Kleshchev partitions


A partition (tuple) \(\mu\) is Kleshchev if it can be recursively obtained by adding a sequence of good nodes to the empty PartitionTuple of the same level() and multicharge. In this way, the set of Kleshchev multipartitions becomes a realization of a Kashiwara crystal sage.combinat.crystals.crystals for a irreducible integral highest weight representation of \(U_q(\widehat{\mathfrak{sl}}_e)\).

The Kleshchev multipartitions first appeared in the work of Ariki and Mathas [AM2000] where it was shown that they index the irreducible representations of the cyclotomic Hecke algebras of type \(A\) [AK1994]. Soon afterwards Ariki [Ariki2001] showed that the set of Kleshchev multipartitions naturally label the irreducible representations of these algebras. As a far reaching generalization of these ideas the Ariki-Brundan-Kleshchev categorification theorem [Ariki1996] [BK2009] says that these algebras categorify the irreducible integral highest weight representations of the quantum group \(U_q(\widehat{\mathfrak{sl}}_e)\) of the affine special linear group. Under this categorification, \(q\) corresponds to the grading shift on the cyclotomic Hecke algebras, where the grading from the Brundan-Kleshchev graded isomorphism theorem to the KLR algebras of type \(A\) [BK2009].

The group algebras of the symmetric group in characteristic \(p\) are an important special case of the cyclotomic Hecke algebras of type \(A\). In this case, depending on your prefer convention, the set of Kleshchev partitions is the set of `p`-regular or `p`-restricted Partitions. In this case, Kleshchev [Kle1995] proved that the modular branching rules were given by adding and removing good nodes; see good_cells(). Lascoux, Leclerc and Thibon [LLT1996] noticed that Kleshchev’s branching rules coincided with Kashiwara’s crystal operators for the fundamental representation of \(L(\Lambda_0)\) of \(U_q(\widehat{\mathfrak{sl}}_p)\) and their celebrated LLT conjecture said that decomposition matrices of the sage.algebras.iwahori_hecke_algebra.IwahoriHeckeAlgebra of the symmetric group should be computable using the canonical basis of \(L(\Lambda_0)\). This was proved and generalised to all cyclolotimc Hecke algebras of type \(A\) by Ariki [Ariki1996] and then further generalized to the graded setting by Brundan and Kleshchev [BK2009].

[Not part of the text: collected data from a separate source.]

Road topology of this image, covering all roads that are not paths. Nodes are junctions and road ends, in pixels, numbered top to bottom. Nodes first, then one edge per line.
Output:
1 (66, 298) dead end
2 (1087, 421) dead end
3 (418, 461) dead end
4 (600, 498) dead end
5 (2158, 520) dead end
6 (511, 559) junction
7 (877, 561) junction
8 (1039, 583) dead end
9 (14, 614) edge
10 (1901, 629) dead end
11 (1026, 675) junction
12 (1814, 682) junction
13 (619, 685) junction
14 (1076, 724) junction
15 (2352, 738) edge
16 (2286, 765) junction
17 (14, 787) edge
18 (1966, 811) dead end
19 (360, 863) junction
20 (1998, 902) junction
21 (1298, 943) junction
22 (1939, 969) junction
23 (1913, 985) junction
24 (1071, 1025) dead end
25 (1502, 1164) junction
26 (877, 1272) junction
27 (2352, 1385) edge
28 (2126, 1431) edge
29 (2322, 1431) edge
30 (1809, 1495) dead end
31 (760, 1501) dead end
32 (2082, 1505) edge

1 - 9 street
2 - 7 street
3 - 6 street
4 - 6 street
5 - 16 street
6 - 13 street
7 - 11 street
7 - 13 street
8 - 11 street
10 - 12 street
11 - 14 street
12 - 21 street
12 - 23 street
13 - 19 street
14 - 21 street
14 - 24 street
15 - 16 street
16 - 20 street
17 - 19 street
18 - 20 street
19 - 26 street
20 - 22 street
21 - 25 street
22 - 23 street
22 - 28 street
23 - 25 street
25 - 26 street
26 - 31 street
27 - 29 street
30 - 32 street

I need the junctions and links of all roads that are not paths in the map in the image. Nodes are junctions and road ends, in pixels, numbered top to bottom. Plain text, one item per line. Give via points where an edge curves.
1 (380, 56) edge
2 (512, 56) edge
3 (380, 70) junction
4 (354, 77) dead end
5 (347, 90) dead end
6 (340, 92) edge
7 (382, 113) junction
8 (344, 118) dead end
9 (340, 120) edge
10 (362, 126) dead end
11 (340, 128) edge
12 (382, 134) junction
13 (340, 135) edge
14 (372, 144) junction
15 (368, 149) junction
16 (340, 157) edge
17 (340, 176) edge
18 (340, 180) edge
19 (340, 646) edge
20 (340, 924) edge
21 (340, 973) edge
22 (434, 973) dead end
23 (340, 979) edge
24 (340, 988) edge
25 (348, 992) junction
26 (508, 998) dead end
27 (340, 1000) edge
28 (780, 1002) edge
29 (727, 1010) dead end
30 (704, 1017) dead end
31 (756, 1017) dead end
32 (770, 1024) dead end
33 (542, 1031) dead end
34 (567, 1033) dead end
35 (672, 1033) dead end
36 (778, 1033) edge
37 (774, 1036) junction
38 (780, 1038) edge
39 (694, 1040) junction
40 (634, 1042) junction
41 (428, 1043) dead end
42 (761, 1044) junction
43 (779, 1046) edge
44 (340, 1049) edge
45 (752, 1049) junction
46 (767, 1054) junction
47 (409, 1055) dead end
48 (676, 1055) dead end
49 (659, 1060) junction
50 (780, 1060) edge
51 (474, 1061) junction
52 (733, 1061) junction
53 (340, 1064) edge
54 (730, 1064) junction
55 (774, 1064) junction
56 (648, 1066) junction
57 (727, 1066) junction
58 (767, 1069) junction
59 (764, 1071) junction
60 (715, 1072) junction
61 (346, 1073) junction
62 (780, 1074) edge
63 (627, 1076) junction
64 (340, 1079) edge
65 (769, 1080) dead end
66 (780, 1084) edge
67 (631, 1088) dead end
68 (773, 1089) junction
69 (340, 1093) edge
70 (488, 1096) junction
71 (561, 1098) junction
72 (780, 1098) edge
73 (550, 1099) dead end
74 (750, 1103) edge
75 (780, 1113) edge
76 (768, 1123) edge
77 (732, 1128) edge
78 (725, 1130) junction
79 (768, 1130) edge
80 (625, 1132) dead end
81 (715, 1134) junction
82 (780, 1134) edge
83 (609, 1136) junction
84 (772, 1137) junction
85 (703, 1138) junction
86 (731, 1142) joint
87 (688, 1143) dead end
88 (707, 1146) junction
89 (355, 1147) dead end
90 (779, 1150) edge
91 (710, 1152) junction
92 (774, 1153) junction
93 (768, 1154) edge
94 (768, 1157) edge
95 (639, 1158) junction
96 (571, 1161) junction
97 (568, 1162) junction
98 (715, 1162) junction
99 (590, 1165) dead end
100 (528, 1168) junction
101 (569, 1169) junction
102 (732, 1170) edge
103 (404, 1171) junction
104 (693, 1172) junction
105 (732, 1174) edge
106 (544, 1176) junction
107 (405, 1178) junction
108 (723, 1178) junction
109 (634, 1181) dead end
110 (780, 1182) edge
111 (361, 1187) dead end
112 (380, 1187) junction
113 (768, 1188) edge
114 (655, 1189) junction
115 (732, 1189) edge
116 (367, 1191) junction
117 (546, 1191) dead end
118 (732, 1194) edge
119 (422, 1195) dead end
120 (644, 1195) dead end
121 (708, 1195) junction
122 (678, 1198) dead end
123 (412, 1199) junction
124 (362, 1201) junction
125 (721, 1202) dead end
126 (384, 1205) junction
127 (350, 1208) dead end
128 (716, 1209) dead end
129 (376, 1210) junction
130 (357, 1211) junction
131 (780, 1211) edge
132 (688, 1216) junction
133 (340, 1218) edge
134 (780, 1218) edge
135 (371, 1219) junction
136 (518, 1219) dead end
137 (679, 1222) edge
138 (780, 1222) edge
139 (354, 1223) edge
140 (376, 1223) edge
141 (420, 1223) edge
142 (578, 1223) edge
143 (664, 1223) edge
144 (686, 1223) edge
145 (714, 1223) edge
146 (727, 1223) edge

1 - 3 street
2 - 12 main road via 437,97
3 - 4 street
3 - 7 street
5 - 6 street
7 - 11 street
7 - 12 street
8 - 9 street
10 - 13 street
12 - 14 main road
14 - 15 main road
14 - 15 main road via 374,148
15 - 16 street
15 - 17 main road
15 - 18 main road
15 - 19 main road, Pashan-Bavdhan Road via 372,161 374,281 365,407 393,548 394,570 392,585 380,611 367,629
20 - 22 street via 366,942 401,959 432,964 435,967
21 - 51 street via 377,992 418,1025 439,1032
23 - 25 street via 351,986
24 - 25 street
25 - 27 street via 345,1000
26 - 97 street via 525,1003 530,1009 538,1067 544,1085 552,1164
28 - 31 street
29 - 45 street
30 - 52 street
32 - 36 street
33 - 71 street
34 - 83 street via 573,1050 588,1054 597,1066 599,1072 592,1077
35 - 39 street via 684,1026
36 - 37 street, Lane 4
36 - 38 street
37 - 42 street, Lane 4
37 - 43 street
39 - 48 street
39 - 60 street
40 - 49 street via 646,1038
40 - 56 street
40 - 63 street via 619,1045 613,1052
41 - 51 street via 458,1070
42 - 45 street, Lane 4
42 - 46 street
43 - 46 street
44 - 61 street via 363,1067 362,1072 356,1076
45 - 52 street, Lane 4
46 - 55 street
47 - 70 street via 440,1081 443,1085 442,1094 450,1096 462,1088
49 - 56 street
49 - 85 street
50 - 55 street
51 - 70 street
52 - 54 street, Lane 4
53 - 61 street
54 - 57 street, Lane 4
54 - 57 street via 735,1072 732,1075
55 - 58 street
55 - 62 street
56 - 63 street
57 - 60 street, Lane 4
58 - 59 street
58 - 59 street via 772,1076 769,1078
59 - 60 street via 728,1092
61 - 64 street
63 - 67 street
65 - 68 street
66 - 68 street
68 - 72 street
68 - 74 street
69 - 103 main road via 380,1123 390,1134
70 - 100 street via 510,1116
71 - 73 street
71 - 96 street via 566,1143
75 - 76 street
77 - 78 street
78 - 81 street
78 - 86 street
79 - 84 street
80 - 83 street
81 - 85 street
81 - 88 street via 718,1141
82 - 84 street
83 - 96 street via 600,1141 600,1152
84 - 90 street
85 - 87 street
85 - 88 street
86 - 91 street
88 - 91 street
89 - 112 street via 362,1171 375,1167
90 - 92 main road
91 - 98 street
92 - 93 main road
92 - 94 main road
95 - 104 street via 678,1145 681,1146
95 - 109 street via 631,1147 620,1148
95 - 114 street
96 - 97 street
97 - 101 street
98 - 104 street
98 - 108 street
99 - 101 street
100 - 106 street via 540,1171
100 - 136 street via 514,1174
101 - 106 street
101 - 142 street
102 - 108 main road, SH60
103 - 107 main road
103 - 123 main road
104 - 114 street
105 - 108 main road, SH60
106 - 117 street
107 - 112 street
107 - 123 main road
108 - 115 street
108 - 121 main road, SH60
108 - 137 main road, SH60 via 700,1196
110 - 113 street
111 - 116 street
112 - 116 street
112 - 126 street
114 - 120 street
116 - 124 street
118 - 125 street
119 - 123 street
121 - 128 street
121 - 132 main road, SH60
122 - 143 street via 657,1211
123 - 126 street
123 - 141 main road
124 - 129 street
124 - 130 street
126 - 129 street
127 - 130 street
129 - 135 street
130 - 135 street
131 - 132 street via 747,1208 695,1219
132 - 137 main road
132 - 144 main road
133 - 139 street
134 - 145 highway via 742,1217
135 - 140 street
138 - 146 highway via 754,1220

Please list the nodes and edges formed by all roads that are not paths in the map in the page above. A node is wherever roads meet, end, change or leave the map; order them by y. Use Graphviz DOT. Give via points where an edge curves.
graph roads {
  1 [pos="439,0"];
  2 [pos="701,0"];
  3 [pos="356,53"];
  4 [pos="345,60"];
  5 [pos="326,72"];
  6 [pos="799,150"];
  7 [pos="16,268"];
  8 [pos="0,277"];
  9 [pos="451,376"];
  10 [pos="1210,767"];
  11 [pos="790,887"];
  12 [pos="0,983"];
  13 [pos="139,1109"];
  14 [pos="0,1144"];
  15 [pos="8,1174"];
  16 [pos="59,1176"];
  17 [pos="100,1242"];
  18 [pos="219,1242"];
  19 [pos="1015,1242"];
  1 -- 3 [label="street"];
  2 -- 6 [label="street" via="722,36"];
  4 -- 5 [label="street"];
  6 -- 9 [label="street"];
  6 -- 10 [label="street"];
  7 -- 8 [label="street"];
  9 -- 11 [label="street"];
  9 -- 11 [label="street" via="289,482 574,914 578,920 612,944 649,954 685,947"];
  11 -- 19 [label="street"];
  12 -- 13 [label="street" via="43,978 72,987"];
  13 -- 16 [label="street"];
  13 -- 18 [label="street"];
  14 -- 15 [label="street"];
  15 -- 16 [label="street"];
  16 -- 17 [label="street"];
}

The main class for accessing Kleshchev partition (tuples) is KleshchevPartitions. Unfortunately, just as with the symmetric group, different authors use different conventions when defining Kleshchev partitions, which depends on whether you read components from left to right, or right to left, and whether you read the nodes in the partition in each component from top to bottom or bottom to top. The KleshchevPartitions class supports these four different conventions:

sage: KleshchevPartitions(2, [0,0], size=2, convention='left regular')[:]
[([1], [1]), ([2], [])]
sage: KleshchevPartitions(2, [0,0], size=2, convention='left restricted')[:]
[([1], [1]), ([], [1, 1])]
sage: KleshchevPartitions(2, [0,0], size=2, convention='right regular')[:]
[([1], [1]), ([], [2])]
sage: KleshchevPartitions(2, [0,0], size=2, convention='right restricted')[:]
[([1], [1]), ([1, 1], [])]

By default, the left restricted convention is used. As a shorthand, LG, LS, RG and RS, respectively, can be used to specify the convention With the left convention the partition tuples should be ordered with the most dominant partitions in the partition tuple on the left and with the right convention the most dominant partition is on the right.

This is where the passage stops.